=== Exercise prompt ===
Exact transcription, pictures omitted: reproduce the listing below.

=== The input ===
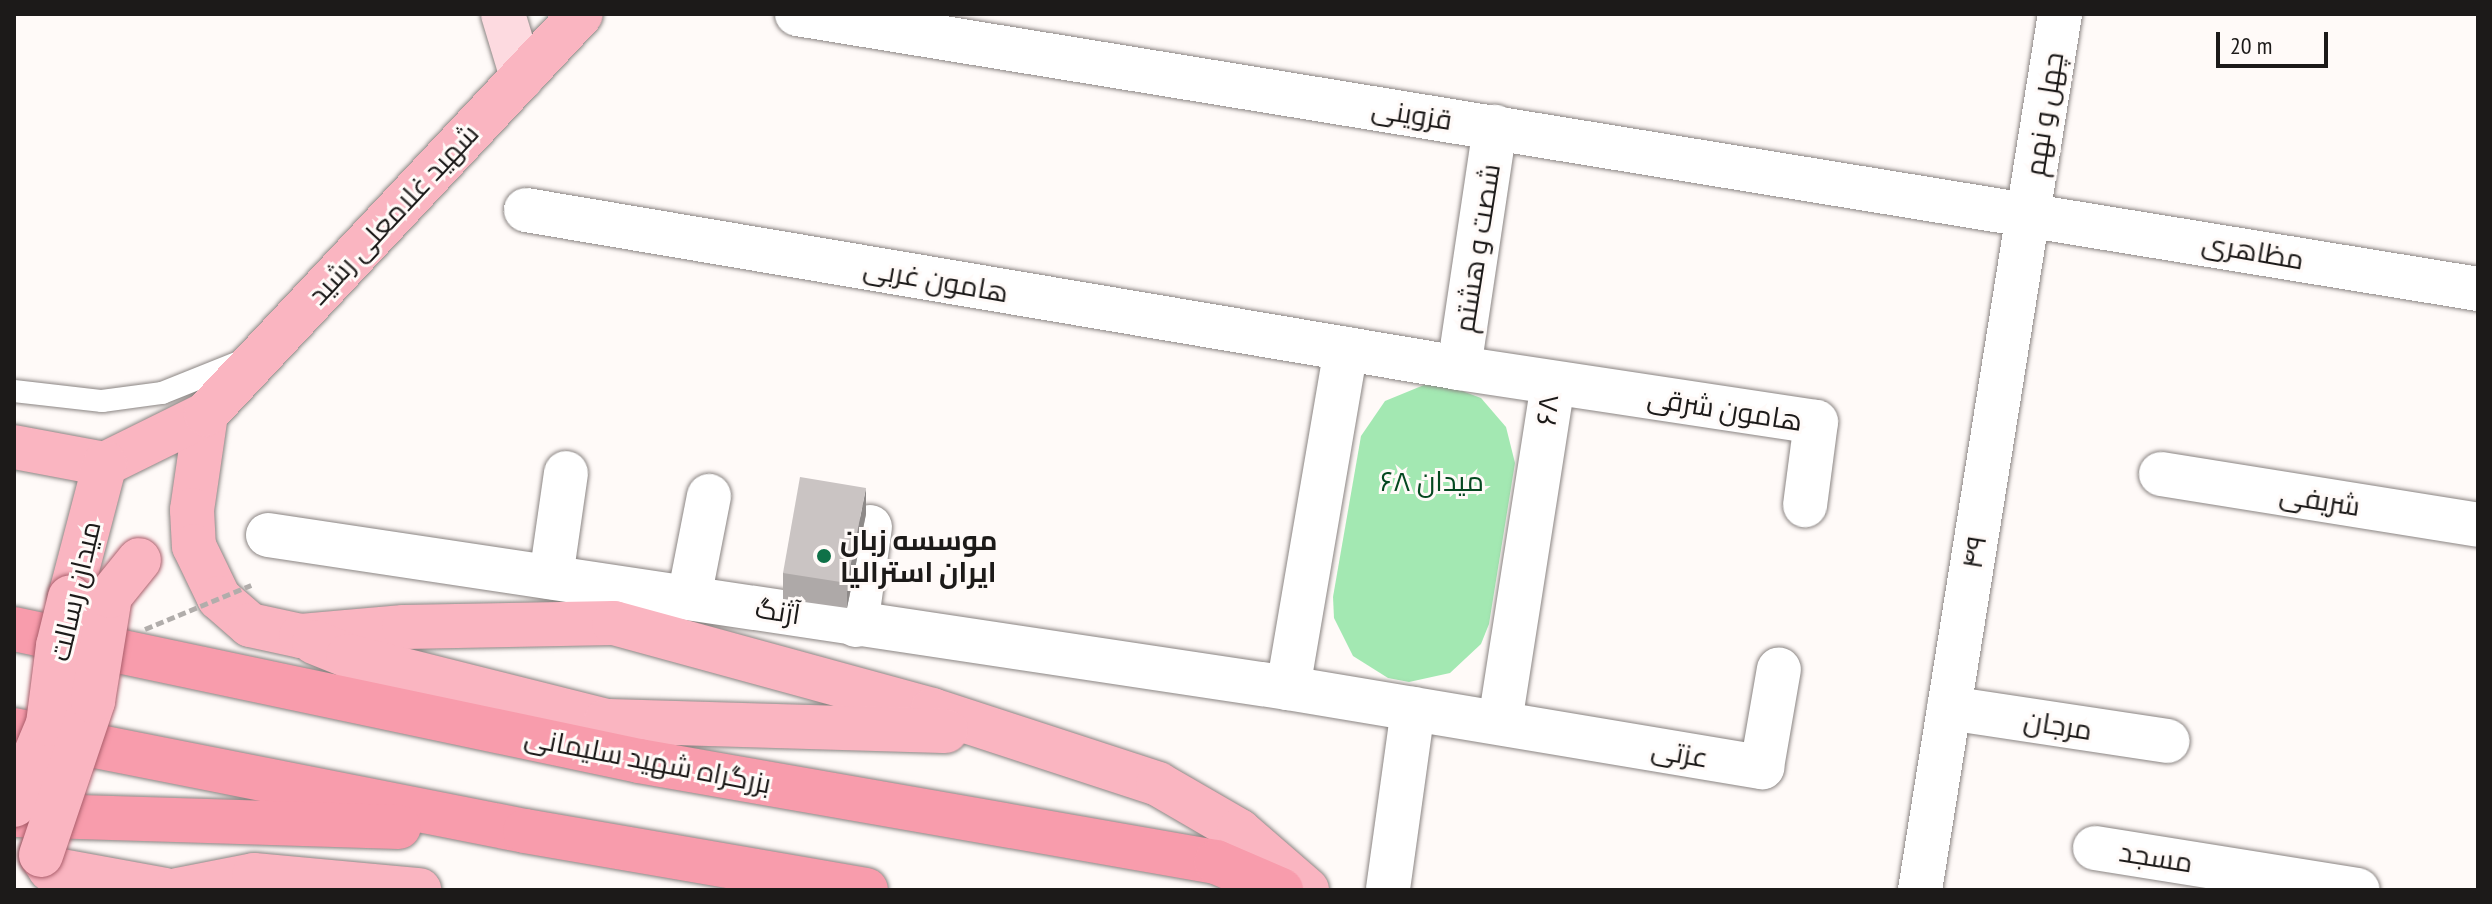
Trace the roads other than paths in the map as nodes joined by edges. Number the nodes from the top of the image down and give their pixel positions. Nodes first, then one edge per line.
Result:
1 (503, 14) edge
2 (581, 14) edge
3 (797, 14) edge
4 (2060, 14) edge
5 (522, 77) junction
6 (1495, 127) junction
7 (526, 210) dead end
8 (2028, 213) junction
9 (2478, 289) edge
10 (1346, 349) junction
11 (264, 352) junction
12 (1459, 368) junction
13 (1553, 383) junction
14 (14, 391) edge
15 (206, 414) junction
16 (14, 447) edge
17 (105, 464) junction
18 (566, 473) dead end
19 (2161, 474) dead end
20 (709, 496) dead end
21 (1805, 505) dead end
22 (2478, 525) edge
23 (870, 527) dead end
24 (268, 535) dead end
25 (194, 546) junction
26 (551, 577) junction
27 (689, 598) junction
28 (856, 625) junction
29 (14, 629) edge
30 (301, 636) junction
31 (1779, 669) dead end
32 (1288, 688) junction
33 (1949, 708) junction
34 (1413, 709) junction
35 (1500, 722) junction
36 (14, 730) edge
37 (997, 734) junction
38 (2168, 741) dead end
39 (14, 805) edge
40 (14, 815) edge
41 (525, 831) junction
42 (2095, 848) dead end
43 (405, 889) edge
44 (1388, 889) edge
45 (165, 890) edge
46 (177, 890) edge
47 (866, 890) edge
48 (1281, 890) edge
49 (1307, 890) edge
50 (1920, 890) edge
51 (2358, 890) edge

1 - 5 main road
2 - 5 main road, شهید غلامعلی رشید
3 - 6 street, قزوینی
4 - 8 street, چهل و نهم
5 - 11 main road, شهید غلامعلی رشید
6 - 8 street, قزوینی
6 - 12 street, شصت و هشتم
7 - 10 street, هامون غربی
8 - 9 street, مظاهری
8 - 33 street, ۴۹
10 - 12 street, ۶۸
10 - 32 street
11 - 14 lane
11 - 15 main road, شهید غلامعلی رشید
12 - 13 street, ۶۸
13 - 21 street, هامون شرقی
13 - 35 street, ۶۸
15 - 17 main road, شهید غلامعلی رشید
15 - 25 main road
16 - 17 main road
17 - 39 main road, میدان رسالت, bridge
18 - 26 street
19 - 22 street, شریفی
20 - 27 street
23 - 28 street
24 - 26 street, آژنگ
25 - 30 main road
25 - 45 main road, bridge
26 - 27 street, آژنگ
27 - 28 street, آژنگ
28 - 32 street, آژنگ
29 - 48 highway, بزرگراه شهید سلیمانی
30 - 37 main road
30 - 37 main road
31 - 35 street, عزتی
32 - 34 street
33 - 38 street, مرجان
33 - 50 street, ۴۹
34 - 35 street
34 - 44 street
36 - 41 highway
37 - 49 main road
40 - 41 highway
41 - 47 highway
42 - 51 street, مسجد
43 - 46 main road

=== Worked solution ===
Trace the roads other than paths in the map as nodes joined by edges. Number the nodes from the top of the image down and give their pixel positions. Nodes first, then one edge per line.
Result:
1 (503, 14) edge
2 (581, 14) edge
3 (797, 14) edge
4 (2060, 14) edge
5 (522, 77) junction
6 (1495, 127) junction
7 (526, 210) dead end
8 (2028, 213) junction
9 (2478, 289) edge
10 (1346, 349) junction
11 (264, 352) junction
12 (1459, 368) junction
13 (1553, 383) junction
14 (14, 391) edge
15 (206, 414) junction
16 (14, 447) edge
17 (105, 464) junction
18 (566, 473) dead end
19 (2161, 474) dead end
20 (709, 496) dead end
21 (1805, 505) dead end
22 (2478, 525) edge
23 (870, 527) dead end
24 (268, 535) dead end
25 (194, 546) junction
26 (551, 577) junction
27 (689, 598) junction
28 (856, 625) junction
29 (14, 629) edge
30 (301, 636) junction
31 (1779, 669) dead end
32 (1288, 688) junction
33 (1949, 708) junction
34 (1413, 709) junction
35 (1500, 722) junction
36 (14, 730) edge
37 (997, 734) junction
38 (2168, 741) dead end
39 (14, 805) edge
40 (14, 815) edge
41 (525, 831) junction
42 (2095, 848) dead end
43 (405, 889) edge
44 (1388, 889) edge
45 (165, 890) edge
46 (177, 890) edge
47 (866, 890) edge
48 (1281, 890) edge
49 (1307, 890) edge
50 (1920, 890) edge
51 (2358, 890) edge

1 - 5 main road
2 - 5 main road, شهید غلامعلی رشید
3 - 6 street, قزوینی
4 - 8 street, چهل و نهم
5 - 11 main road, شهید غلامعلی رشید
6 - 8 street, قزوینی
6 - 12 street, شصت و هشتم
7 - 10 street, هامون غربی
8 - 9 street, مظاهری
8 - 33 street, ۴۹
10 - 12 street, ۶۸
10 - 32 street
11 - 14 lane
11 - 15 main road, شهید غلامعلی رشید
12 - 13 street, ۶۸
13 - 21 street, هامون شرقی
13 - 35 street, ۶۸
15 - 17 main road, شهید غلامعلی رشید
15 - 25 main road
16 - 17 main road
17 - 39 main road, میدان رسالت, bridge
18 - 26 street
19 - 22 street, شریفی
20 - 27 street
23 - 28 street
24 - 26 street, آژنگ
25 - 30 main road
25 - 45 main road, bridge
26 - 27 street, آژنگ
27 - 28 street, آژنگ
28 - 32 street, آژنگ
29 - 48 highway, بزرگراه شهید سلیمانی
30 - 37 main road
30 - 37 main road
31 - 35 street, عزتی
32 - 34 street
33 - 38 street, مرجان
33 - 50 street, ۴۹
34 - 35 street
34 - 44 street
36 - 41 highway
37 - 49 main road
40 - 41 highway
41 - 47 highway
42 - 51 street, مسجد
43 - 46 main road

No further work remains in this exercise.